Your result will be the set of lines with "улица", copied from the material below.

....................

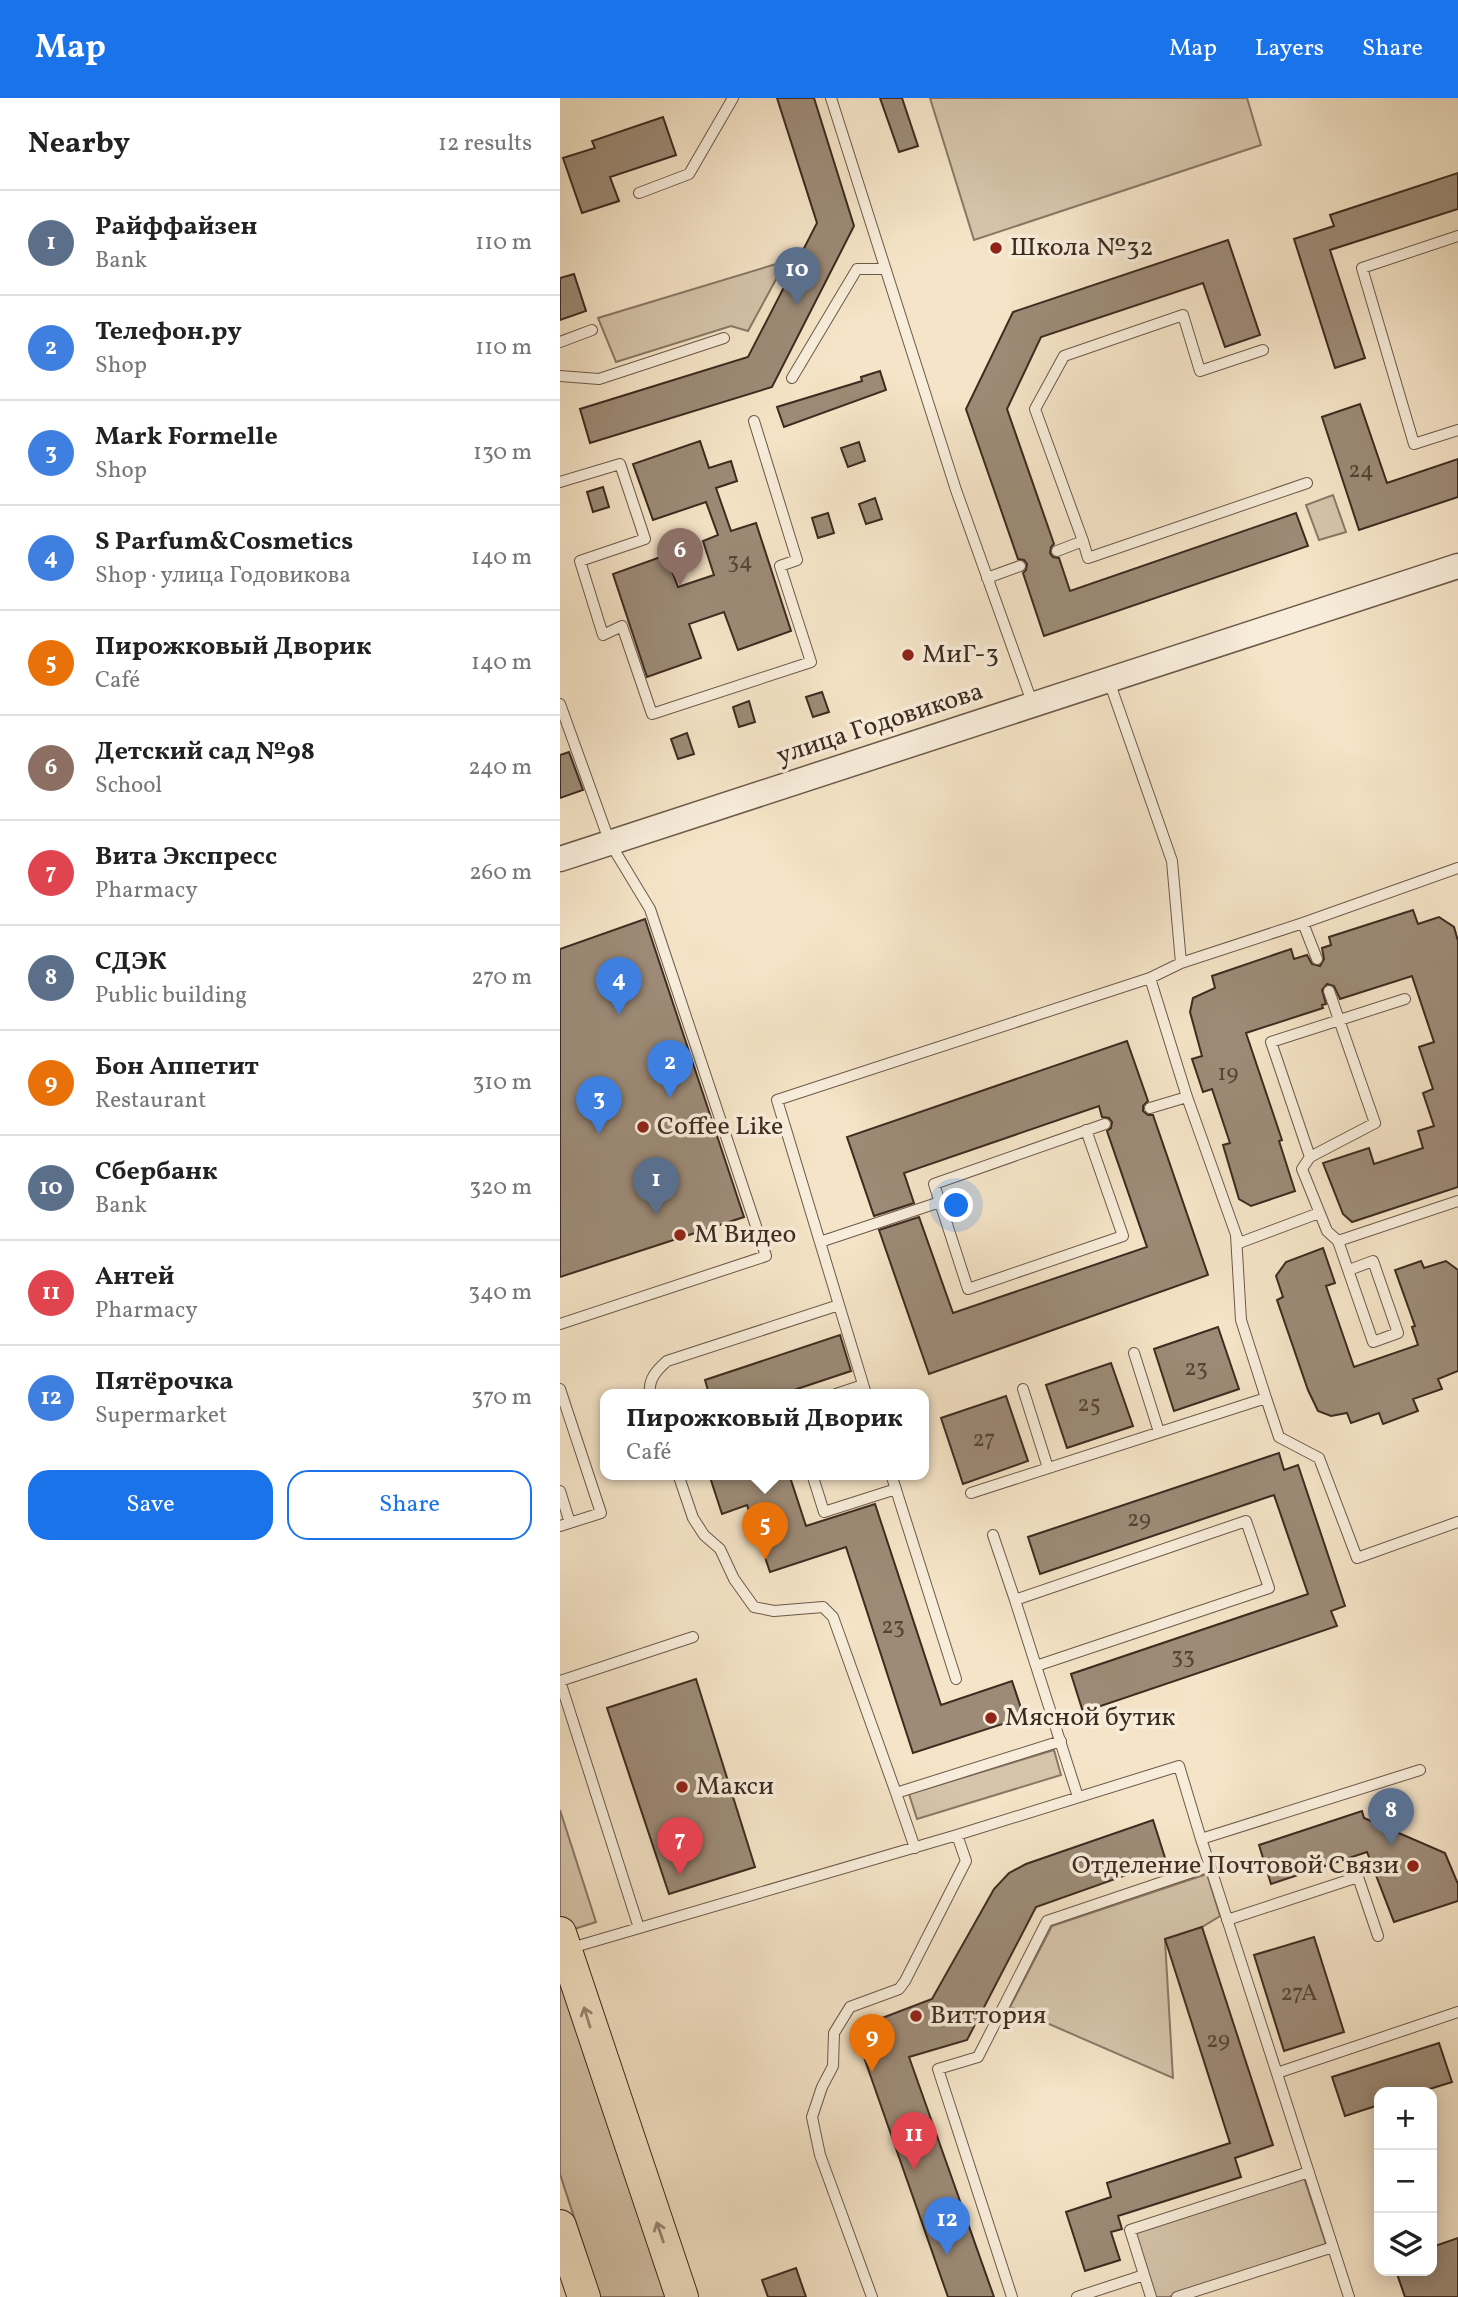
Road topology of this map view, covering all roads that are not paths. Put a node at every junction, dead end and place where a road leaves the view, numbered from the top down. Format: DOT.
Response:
graph roads {
  1 [pos="733,98"];
  2 [pos="831,98"];
  3 [pos="639,192"];
  4 [pos="1458,236"];
  5 [pos="885,269"];
  6 [pos="592,330"];
  7 [pos="724,338"];
  8 [pos="560,342"];
  9 [pos="1263,350"];
  10 [pos="560,376"];
  11 [pos="792,378"];
  12 [pos="754,421"];
  13 [pos="1458,430"];
  14 [pos="560,482"];
  15 [pos="1307,483"];
  16 [pos="1083,541"];
  17 [pos="1057,551"];
  18 [pos="1020,566"];
  19 [pos="1458,566"];
  20 [pos="987,578"];
  21 [pos="1109,681"];
  22 [pos="560,704"];
  23 [pos="1033,706"];
  24 [pos="564,728"];
  25 [pos="610,843"];
  26 [pos="560,859"];
  27 [pos="1458,869"];
  28 [pos="1303,923"];
  29 [pos="1317,960"];
  30 [pos="1181,963"];
  31 [pos="1150,978"];
  32 [pos="1329,991"];
  33 [pos="1405,999"];
  34 [pos="1340,1020"];
  35 [pos="1187,1097"];
  36 [pos="1150,1108"];
  37 [pos="1105,1124"];
  38 [pos="1086,1130"];
  39 [pos="1310,1157"];
  40 [pos="1458,1201"];
  41 [pos="940,1202"];
  42 [pos="1319,1213"];
  43 [pos="1236,1235"];
  44 [pos="1338,1241"];
  45 [pos="820,1242"];
  46 [pos="1349,1270"];
  47 [pos="839,1305"];
  48 [pos="560,1324"];
  49 [pos="1134,1353"];
  50 [pos="560,1389"];
  51 [pos="649,1389"];
  52 [pos="864,1389"];
  53 [pos="1023,1389"];
  54 [pos="1266,1398"];
  55 [pos="1159,1432"];
  56 [pos="1048,1468"];
  57 [pos="680,1480"];
  58 [pos="814,1480"];
  59 [pos="893,1480"];
  60 [pos="896,1489"];
  61 [pos="560,1491"];
  62 [pos="971,1493"];
  63 [pos="1458,1522"];
  64 [pos="565,1524"];
  65 [pos="993,1535"];
  66 [pos="1015,1600"];
  67 [pos="693,1637"];
  68 [pos="1036,1666"];
  69 [pos="956,1679"];
  70 [pos="560,1681"];
  71 [pos="1061,1741"];
  72 [pos="1420,1770"];
  73 [pos="896,1793"];
  74 [pos="1078,1797"];
  75 [pos="957,1835"];
  76 [pos="1201,1839"];
  77 [pos="915,1848"];
  78 [pos="1210,1866"];
  79 [pos="1227,1920"];
  80 [pos="639,1928"];
  81 [pos="1378,1936"];
  82 [pos="563,1941"];
  83 [pos="1458,2012"];
  84 [pos="1277,2073"];
  85 [pos="1308,2172"];
  86 [pos="560,2226"];
  87 [pos="1333,2247"];
  88 [pos="1144,2275"];
  89 [pos="584,2297"];
  90 [pos="682,2297"];
  91 [pos="872,2297"];
  92 [pos="1012,2297"];
  93 [pos="1077,2297"];
  94 [pos="1151,2297"];
  95 [pos="1177,2297"];
  96 [pos="1349,2297"];
  1 -- 3 [label="lane"];
  2 -- 5 [label="lane"];
  4 -- 13 [label="lane"];
  5 -- 11 [label="lane"];
  5 -- 20 [label="lane"];
  6 -- 8 [label="lane"];
  7 -- 10 [label="lane"];
  9 -- 16 [label="lane"];
  12 -- 14 [label="lane"];
  15 -- 16 [label="lane"];
  16 -- 17 [label="lane"];
  18 -- 20 [label="lane"];
  19 -- 21 [label="street, улица Годовикова"];
  20 -- 23 [label="lane"];
  21 -- 23 [label="street, улица Годовикова"];
  21 -- 30 [label="lane"];
  22 -- 24 [label="lane"];
  23 -- 25 [label="street, улица Годовикова"];
  24 -- 25 [label="lane"];
  25 -- 26 [label="street, улица Годовикова"];
  25 -- 48 [label="lane"];
  27 -- 28 [label="lane"];
  28 -- 29 [label="lane"];
  28 -- 30 [label="lane"];
  30 -- 31 [label="lane"];
  31 -- 35 [label="lane"];
  31 -- 45 [label="lane"];
  32 -- 34 [label="lane"];
  33 -- 34 [label="lane"];
  34 -- 39 [label="lane"];
  34 -- 39 [label="lane"];
  35 -- 36 [label="lane"];
  35 -- 43 [label="lane"];
  37 -- 38 [label="lane"];
  38 -- 41 [label="lane"];
  38 -- 41 [label="lane"];
  39 -- 42 [label="lane"];
  40 -- 44 [label="lane"];
  41 -- 45 [label="lane"];
  42 -- 43 [label="lane"];
  42 -- 44 [label="lane"];
  43 -- 54 [label="lane"];
  44 -- 46 [label="lane"];
  45 -- 47 [label="lane"];
  46 -- 46 [label="lane"];
  47 -- 51 [label="lane"];
  47 -- 52 [label="lane"];
  49 -- 55 [label="lane"];
  50 -- 64 [label="lane"];
  53 -- 56 [label="lane"];
  54 -- 55 [label="lane"];
  54 -- 63 [label="lane"];
  55 -- 56 [label="lane"];
  56 -- 62 [label="lane"];
  57 -- 73 [label="lane"];
  58 -- 60 [label="lane"];
  59 -- 60 [label="lane"];
  60 -- 69 [label="lane"];
  61 -- 64 [label="lane"];
  65 -- 66 [label="lane"];
  66 -- 68 [label="lane"];
  66 -- 68 [label="lane"];
  67 -- 70 [label="lane"];
  68 -- 71 [label="lane"];
  70 -- 80 [label="lane"];
  71 -- 73 [label="lane"];
  71 -- 74 [label="lane"];
  72 -- 76 [label="lane"];
  73 -- 77 [label="lane"];
  74 -- 75 [label="lane"];
  74 -- 76 [label="lane"];
  75 -- 77 [label="lane"];
  75 -- 91 [label="lane"];
  76 -- 78 [label="lane"];
  77 -- 80 [label="lane"];
  78 -- 79 [label="lane"];
  78 -- 92 [label="lane"];
  79 -- 81 [label="lane"];
  79 -- 84 [label="lane"];
  80 -- 82 [label="lane"];
  90 -- 82 [label="main road, one-way"];
  83 -- 84 [label="lane"];
  84 -- 85 [label="lane"];
  85 -- 87 [label="lane"];
  85 -- 88 [label="lane"];
  86 -- 89 [label="main road"];
  87 -- 95 [label="lane"];
  87 -- 96 [label="lane"];
  88 -- 93 [label="lane"];
  88 -- 94 [label="lane"];
}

....................

- ANSWER BOX
  19 -- 21 [label="street, улица Годовикова"];
  21 -- 23 [label="street, улица Годовикова"];
  23 -- 25 [label="street, улица Годовикова"];
  25 -- 26 [label="street, улица Годовикова"];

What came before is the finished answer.